Пиком «Школы Глазго» не случайно стали 1900-е годы (до этого все работы в интерьерах делались ими скорее для себя и для друзей). Глазго рубежа веков был живым и веселым городом. Все перестраивалось и хорошело, украшалось внутри и снаружи. Промышленность развивалась, строились новые большие магазины (помните, как это описано у Золя?).
Появилось новое увлечение —встречаться для общения в чайных комнатах. Сюда приходили на ланч деловые люди, здесь их жены беседовали за чашкой чая или кофе, и даже бедные студенты не отказывали себе в этом удовольствии.
Чайные комнаты превратились в своего рода городские клубы, отняв этот приоритет у традиционных пабов.
Первая чайная комната возникла в 1875 году благодаря Стюарту Крэнстону, дилеру fine tears, и существует до сих пор (в Waller и сегодня можно насчитать несколько десятков замечательных сортов чая — как всемирно известных, так и «фирменных», своих). С Крэнстона началась эпоха чайных комнат и новых интерьеров, а его сестра Кейт продолжила дело в начале века и как заказчик утвердила стиль «Школы Глазго».
Одновременно возникли и фирмы, с успехом производившие предметы обстановки — витражи, мебель, обои. Публика Глазго не в журналах и не на выставках, а в живой атмосфере чайных комнат знакомилась с новыми работами знаменитых дизайнеров.
В кафе на модной и поныне улице Уиллоу (Willow), например, были самые роскошные интерьеры, где сочетались прямые линии мебели Макинтоша и текучие извивы декоративных панно его жены Маргарет, и металлические светильники (чья конструкция уже намекает на хай-тек) бросали отблески на светлые, веселые стены.
Для чайных комнат нужны были стулья, на которых могли изо дня в день сидеть десятки людей, столы, на которые могли опираться сотни рук. Это не личный интерьер единственного в своем роде дома, как моррисовский Red House, это уже полноценное производство. Начало промышленного дизайна вещей не только красивых, но и функциональных, которые могут быть тиражированы и которые ничего не должны потерять при повторении.
Макинтош в эти годы проектирует сотни предметов обстановки, оформляет один за другим интерьеры чайных комнат. Линии его мебели постепенно спрямляются от плавной окружности и изгиба модерна к суровой рациональности прямого угла. Орнамент упрощается, розочки уступают место геометрическому узору. Знаменитые стулья вытягиваются высокими узкими спинками в такт вертикалям и горизонталям конструкций интерьера.
Исчезают полутона, последняя мебель Макинтоша — контрастная красно-синяя, словно ее придумал совсем не тот человек, кто еще недавно так изысканно варьировал нежные жемчужные оттенки белых интерьеров…

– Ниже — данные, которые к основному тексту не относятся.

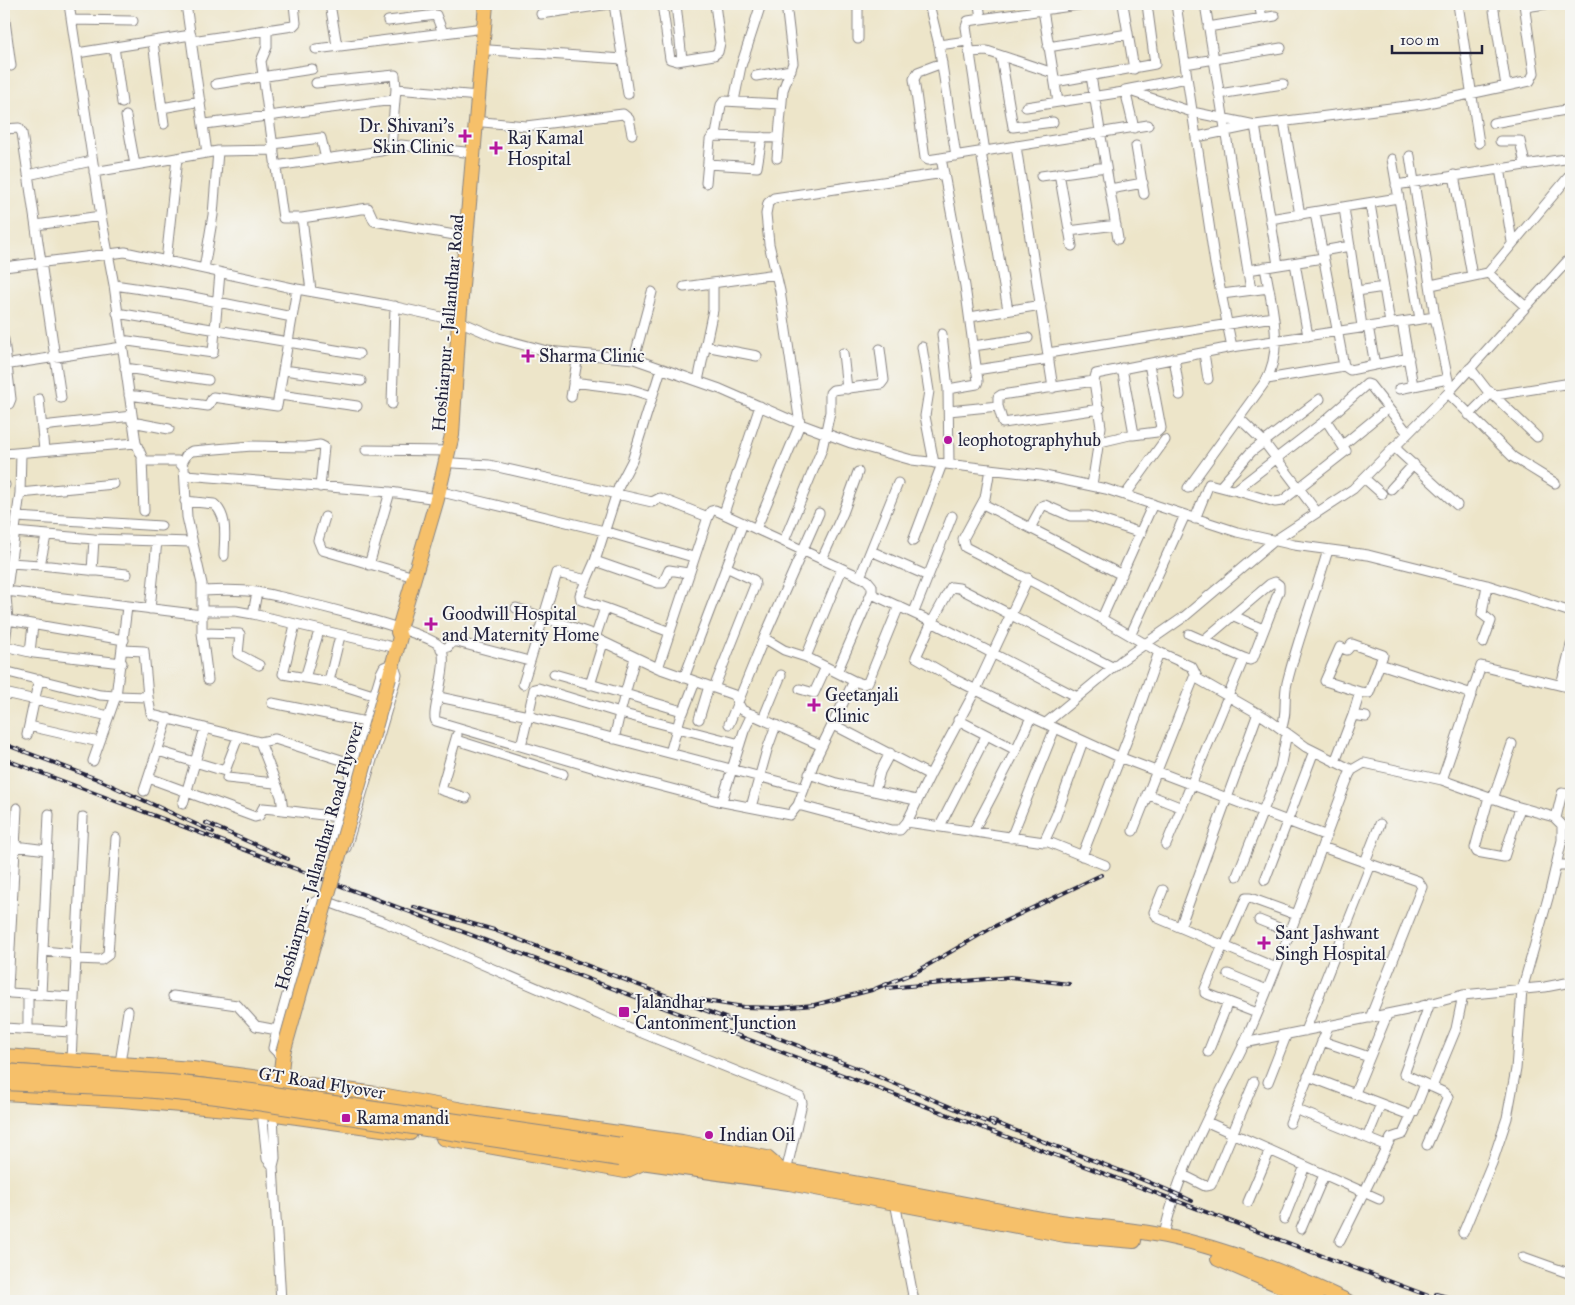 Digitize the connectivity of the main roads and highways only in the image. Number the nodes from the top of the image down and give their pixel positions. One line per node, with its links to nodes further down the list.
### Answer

Через несколько лет, когда Макинтош уже сойдет со сцены и сменится ритм времени, в 1925 году советский дизайнер Александр Родченко привезет на Всемирную выставку в Париж свой знаменитый красно-черный »Шахматный клуб» — своего рода декларацию русского конструктивизма — и получит золотую медаль. Родченко был слишком мал, чтобы видеть единственную в России выставку «Школы Глазго» в 1902-1903 гг. Но конструктивизм был словно предугадан Макинтошем. И, хотя стулья Макинтоша вполне реально вошли в обиход нашего времени, они все равно остаются уникальными.
Каждая их линия, угол, пропорции, ощущение материала ни на секунду не позволяют усомниться в мастерстве автора.